[WHAT IS NEEDED] Find the string "this" in the entries and copy each line that has it.

[GIVEN DATA]
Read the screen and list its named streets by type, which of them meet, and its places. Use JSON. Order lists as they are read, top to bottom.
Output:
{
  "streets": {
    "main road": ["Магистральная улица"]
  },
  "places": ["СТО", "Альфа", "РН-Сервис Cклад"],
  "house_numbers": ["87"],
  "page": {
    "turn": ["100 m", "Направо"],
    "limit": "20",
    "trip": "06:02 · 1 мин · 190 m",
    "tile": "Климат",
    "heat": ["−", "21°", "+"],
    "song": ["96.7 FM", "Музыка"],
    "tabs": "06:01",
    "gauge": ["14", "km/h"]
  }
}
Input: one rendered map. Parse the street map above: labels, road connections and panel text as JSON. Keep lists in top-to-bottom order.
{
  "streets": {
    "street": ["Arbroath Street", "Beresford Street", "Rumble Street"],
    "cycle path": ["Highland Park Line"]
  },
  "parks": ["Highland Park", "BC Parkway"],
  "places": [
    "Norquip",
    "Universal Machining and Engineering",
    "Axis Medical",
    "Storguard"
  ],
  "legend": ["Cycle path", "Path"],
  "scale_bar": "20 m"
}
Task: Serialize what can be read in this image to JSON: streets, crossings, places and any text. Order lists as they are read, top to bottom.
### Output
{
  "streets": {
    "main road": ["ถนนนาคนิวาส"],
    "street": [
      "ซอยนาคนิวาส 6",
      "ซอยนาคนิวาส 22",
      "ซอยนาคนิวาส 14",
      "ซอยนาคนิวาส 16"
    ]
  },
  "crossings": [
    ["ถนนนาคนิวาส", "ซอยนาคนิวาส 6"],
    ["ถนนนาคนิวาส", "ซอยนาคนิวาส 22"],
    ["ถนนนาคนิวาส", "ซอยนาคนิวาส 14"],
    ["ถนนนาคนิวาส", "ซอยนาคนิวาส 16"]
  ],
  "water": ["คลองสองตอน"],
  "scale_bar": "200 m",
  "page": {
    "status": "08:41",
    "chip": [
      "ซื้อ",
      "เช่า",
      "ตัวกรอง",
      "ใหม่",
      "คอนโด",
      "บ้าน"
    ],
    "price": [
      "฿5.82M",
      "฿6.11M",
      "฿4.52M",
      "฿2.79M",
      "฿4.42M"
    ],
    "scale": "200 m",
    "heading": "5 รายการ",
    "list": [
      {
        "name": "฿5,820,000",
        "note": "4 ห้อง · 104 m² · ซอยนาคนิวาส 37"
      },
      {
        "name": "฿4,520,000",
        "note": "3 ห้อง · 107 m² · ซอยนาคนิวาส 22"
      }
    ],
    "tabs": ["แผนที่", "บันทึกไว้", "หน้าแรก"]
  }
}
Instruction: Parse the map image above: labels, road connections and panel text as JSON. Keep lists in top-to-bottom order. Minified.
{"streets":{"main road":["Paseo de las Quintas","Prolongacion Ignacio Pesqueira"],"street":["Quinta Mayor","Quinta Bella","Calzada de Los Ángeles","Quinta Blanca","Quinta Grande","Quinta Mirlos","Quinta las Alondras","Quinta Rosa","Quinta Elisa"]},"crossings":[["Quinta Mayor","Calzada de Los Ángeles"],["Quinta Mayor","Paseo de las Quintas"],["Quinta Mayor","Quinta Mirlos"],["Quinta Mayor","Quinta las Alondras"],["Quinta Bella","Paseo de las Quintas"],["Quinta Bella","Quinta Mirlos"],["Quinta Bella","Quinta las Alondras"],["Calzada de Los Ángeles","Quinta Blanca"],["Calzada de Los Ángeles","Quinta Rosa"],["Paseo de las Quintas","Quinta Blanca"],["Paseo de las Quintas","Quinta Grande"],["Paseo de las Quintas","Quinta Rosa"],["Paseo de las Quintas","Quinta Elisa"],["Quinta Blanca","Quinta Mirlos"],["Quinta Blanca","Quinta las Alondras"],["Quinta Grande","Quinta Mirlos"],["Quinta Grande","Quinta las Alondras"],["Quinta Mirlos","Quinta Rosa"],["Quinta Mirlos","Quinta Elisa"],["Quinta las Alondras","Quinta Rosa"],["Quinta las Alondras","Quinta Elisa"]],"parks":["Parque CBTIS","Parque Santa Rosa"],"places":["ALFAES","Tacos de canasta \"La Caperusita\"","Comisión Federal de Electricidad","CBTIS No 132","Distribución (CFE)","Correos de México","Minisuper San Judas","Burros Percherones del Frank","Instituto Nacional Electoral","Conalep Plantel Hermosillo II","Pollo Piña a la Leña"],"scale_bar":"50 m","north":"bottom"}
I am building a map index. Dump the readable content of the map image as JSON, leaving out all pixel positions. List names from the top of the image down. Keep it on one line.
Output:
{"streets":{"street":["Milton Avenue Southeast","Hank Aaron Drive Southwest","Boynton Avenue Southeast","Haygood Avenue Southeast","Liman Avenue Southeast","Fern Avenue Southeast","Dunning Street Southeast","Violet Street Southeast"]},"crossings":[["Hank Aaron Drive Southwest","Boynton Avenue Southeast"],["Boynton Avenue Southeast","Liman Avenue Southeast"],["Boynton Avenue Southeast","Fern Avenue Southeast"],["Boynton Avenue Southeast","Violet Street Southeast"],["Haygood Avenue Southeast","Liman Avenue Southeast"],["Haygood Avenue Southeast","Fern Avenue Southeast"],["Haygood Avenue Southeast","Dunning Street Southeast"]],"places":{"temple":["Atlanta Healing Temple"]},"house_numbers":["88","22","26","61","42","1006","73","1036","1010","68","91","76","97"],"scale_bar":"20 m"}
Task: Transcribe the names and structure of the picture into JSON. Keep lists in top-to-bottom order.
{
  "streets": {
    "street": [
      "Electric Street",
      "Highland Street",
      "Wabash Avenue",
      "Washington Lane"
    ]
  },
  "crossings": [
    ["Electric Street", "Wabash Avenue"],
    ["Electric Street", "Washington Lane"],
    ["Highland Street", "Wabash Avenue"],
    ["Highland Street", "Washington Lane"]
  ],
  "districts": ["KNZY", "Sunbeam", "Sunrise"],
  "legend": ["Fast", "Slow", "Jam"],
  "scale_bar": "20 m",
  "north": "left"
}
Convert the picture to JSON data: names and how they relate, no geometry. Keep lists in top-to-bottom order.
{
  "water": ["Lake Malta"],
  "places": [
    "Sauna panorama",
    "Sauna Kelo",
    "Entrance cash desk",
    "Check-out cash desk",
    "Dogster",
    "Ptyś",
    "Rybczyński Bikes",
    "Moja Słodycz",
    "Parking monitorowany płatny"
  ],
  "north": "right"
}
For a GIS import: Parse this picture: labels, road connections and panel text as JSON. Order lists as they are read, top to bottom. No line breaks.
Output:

[ANSWER SECTION]
Task: Serialize what can be read in this image to JSON: streets, crossings, places and any text. Order lists as they are read, top to bottom.
For a GIS import: Parse this picture: labels, road connections and panel text as JSON. Order lists as they are read, top to bottom. No line breaks.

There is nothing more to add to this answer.